● **Task to complete**
Retype every line of the data, keeping each word exactly.

● **Exercise material**
# # # # #

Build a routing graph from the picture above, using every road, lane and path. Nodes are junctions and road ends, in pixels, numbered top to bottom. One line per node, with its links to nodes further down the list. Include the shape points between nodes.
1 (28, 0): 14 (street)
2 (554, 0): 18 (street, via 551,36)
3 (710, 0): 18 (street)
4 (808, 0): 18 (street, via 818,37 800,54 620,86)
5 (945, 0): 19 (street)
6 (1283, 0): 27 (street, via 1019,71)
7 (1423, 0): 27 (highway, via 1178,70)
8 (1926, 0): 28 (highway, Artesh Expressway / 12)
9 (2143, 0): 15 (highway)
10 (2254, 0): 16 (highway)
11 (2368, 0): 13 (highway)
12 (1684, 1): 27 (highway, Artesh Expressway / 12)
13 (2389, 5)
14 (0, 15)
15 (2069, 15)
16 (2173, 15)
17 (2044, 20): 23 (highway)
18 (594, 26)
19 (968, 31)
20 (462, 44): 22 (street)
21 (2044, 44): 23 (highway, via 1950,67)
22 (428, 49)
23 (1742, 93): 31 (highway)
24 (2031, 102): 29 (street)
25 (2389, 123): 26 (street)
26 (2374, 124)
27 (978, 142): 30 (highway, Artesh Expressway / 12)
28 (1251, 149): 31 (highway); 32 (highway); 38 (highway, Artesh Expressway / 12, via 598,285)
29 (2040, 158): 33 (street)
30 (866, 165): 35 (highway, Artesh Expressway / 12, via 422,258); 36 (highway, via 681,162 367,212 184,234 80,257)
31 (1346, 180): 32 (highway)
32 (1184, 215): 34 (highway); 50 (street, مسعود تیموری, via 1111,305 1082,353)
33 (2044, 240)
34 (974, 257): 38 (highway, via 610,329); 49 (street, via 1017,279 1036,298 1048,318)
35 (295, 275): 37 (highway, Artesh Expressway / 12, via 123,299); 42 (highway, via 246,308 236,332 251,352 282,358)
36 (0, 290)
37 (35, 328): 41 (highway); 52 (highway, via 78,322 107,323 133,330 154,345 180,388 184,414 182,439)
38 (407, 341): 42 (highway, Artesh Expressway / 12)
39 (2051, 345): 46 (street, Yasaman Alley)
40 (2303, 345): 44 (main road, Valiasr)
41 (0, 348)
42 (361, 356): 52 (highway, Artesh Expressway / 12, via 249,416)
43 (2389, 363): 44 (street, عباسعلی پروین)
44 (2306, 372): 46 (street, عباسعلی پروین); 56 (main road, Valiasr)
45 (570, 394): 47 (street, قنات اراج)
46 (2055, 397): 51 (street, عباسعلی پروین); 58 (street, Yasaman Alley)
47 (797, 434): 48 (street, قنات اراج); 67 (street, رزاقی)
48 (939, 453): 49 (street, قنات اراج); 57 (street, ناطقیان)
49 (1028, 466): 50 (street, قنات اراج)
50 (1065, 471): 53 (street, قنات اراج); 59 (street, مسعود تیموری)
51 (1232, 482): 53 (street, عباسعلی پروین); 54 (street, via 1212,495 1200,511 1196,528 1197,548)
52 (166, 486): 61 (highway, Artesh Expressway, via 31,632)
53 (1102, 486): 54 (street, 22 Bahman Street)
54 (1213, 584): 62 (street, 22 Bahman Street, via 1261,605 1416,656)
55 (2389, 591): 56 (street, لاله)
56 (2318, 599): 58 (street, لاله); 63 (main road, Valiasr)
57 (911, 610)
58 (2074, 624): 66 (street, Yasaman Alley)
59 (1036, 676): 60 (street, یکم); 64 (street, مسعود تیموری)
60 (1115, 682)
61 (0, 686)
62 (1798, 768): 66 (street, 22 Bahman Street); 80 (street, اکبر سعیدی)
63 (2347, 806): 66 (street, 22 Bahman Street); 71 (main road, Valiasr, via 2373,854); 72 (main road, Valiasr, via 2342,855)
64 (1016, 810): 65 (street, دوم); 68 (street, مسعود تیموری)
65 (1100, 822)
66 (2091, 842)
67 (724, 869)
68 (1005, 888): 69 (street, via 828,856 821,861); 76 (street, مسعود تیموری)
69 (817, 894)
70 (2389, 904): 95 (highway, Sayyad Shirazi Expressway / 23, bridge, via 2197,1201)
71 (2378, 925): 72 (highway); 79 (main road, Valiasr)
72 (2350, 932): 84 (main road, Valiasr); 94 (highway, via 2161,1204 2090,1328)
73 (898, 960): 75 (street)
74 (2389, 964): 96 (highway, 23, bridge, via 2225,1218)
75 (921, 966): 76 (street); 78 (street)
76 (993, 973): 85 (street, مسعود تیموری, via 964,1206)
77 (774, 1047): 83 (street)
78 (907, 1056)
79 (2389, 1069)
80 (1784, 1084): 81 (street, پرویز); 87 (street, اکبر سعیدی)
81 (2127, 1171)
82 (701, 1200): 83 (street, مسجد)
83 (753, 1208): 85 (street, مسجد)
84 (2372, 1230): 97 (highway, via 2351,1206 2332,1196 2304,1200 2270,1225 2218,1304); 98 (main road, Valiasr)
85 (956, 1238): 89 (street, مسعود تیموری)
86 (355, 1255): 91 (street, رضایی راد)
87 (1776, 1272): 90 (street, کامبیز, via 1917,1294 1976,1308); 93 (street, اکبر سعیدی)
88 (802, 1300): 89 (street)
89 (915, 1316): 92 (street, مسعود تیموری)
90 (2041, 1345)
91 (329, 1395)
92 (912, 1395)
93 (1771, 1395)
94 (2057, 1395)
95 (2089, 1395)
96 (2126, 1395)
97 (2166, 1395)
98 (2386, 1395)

# # # # #

● **Expected output**
Build a routing graph from the picture above, using every road, lane and path. Nodes are junctions and road ends, in pixels, numbered top to bottom. One line per node, with its links to nodes further down the list. Include the shape points between nodes.
1 (28, 0): 14 (street)
2 (554, 0): 18 (street, via 551,36)
3 (710, 0): 18 (street)
4 (808, 0): 18 (street, via 818,37 800,54 620,86)
5 (945, 0): 19 (street)
6 (1283, 0): 27 (street, via 1019,71)
7 (1423, 0): 27 (highway, via 1178,70)
8 (1926, 0): 28 (highway, Artesh Expressway / 12)
9 (2143, 0): 15 (highway)
10 (2254, 0): 16 (highway)
11 (2368, 0): 13 (highway)
12 (1684, 1): 27 (highway, Artesh Expressway / 12)
13 (2389, 5)
14 (0, 15)
15 (2069, 15)
16 (2173, 15)
17 (2044, 20): 23 (highway)
18 (594, 26)
19 (968, 31)
20 (462, 44): 22 (street)
21 (2044, 44): 23 (highway, via 1950,67)
22 (428, 49)
23 (1742, 93): 31 (highway)
24 (2031, 102): 29 (street)
25 (2389, 123): 26 (street)
26 (2374, 124)
27 (978, 142): 30 (highway, Artesh Expressway / 12)
28 (1251, 149): 31 (highway); 32 (highway); 38 (highway, Artesh Expressway / 12, via 598,285)
29 (2040, 158): 33 (street)
30 (866, 165): 35 (highway, Artesh Expressway / 12, via 422,258); 36 (highway, via 681,162 367,212 184,234 80,257)
31 (1346, 180): 32 (highway)
32 (1184, 215): 34 (highway); 50 (street, مسعود تیموری, via 1111,305 1082,353)
33 (2044, 240)
34 (974, 257): 38 (highway, via 610,329); 49 (street, via 1017,279 1036,298 1048,318)
35 (295, 275): 37 (highway, Artesh Expressway / 12, via 123,299); 42 (highway, via 246,308 236,332 251,352 282,358)
36 (0, 290)
37 (35, 328): 41 (highway); 52 (highway, via 78,322 107,323 133,330 154,345 180,388 184,414 182,439)
38 (407, 341): 42 (highway, Artesh Expressway / 12)
39 (2051, 345): 46 (street, Yasaman Alley)
40 (2303, 345): 44 (main road, Valiasr)
41 (0, 348)
42 (361, 356): 52 (highway, Artesh Expressway / 12, via 249,416)
43 (2389, 363): 44 (street, عباسعلی پروین)
44 (2306, 372): 46 (street, عباسعلی پروین); 56 (main road, Valiasr)
45 (570, 394): 47 (street, قنات اراج)
46 (2055, 397): 51 (street, عباسعلی پروین); 58 (street, Yasaman Alley)
47 (797, 434): 48 (street, قنات اراج); 67 (street, رزاقی)
48 (939, 453): 49 (street, قنات اراج); 57 (street, ناطقیان)
49 (1028, 466): 50 (street, قنات اراج)
50 (1065, 471): 53 (street, قنات اراج); 59 (street, مسعود تیموری)
51 (1232, 482): 53 (street, عباسعلی پروین); 54 (street, via 1212,495 1200,511 1196,528 1197,548)
52 (166, 486): 61 (highway, Artesh Expressway, via 31,632)
53 (1102, 486): 54 (street, 22 Bahman Street)
54 (1213, 584): 62 (street, 22 Bahman Street, via 1261,605 1416,656)
55 (2389, 591): 56 (street, لاله)
56 (2318, 599): 58 (street, لاله); 63 (main road, Valiasr)
57 (911, 610)
58 (2074, 624): 66 (street, Yasaman Alley)
59 (1036, 676): 60 (street, یکم); 64 (street, مسعود تیموری)
60 (1115, 682)
61 (0, 686)
62 (1798, 768): 66 (street, 22 Bahman Street); 80 (street, اکبر سعیدی)
63 (2347, 806): 66 (street, 22 Bahman Street); 71 (main road, Valiasr, via 2373,854); 72 (main road, Valiasr, via 2342,855)
64 (1016, 810): 65 (street, دوم); 68 (street, مسعود تیموری)
65 (1100, 822)
66 (2091, 842)
67 (724, 869)
68 (1005, 888): 69 (street, via 828,856 821,861); 76 (street, مسعود تیموری)
69 (817, 894)
70 (2389, 904): 95 (highway, Sayyad Shirazi Expressway / 23, bridge, via 2197,1201)
71 (2378, 925): 72 (highway); 79 (main road, Valiasr)
72 (2350, 932): 84 (main road, Valiasr); 94 (highway, via 2161,1204 2090,1328)
73 (898, 960): 75 (street)
74 (2389, 964): 96 (highway, 23, bridge, via 2225,1218)
75 (921, 966): 76 (street); 78 (street)
76 (993, 973): 85 (street, مسعود تیموری, via 964,1206)
77 (774, 1047): 83 (street)
78 (907, 1056)
79 (2389, 1069)
80 (1784, 1084): 81 (street, پرویز); 87 (street, اکبر سعیدی)
81 (2127, 1171)
82 (701, 1200): 83 (street, مسجد)
83 (753, 1208): 85 (street, مسجد)
84 (2372, 1230): 97 (highway, via 2351,1206 2332,1196 2304,1200 2270,1225 2218,1304); 98 (main road, Valiasr)
85 (956, 1238): 89 (street, مسعود تیموری)
86 (355, 1255): 91 (street, رضایی راد)
87 (1776, 1272): 90 (street, کامبیز, via 1917,1294 1976,1308); 93 (street, اکبر سعیدی)
88 (802, 1300): 89 (street)
89 (915, 1316): 92 (street, مسعود تیموری)
90 (2041, 1345)
91 (329, 1395)
92 (912, 1395)
93 (1771, 1395)
94 (2057, 1395)
95 (2089, 1395)
96 (2126, 1395)
97 (2166, 1395)
98 (2386, 1395)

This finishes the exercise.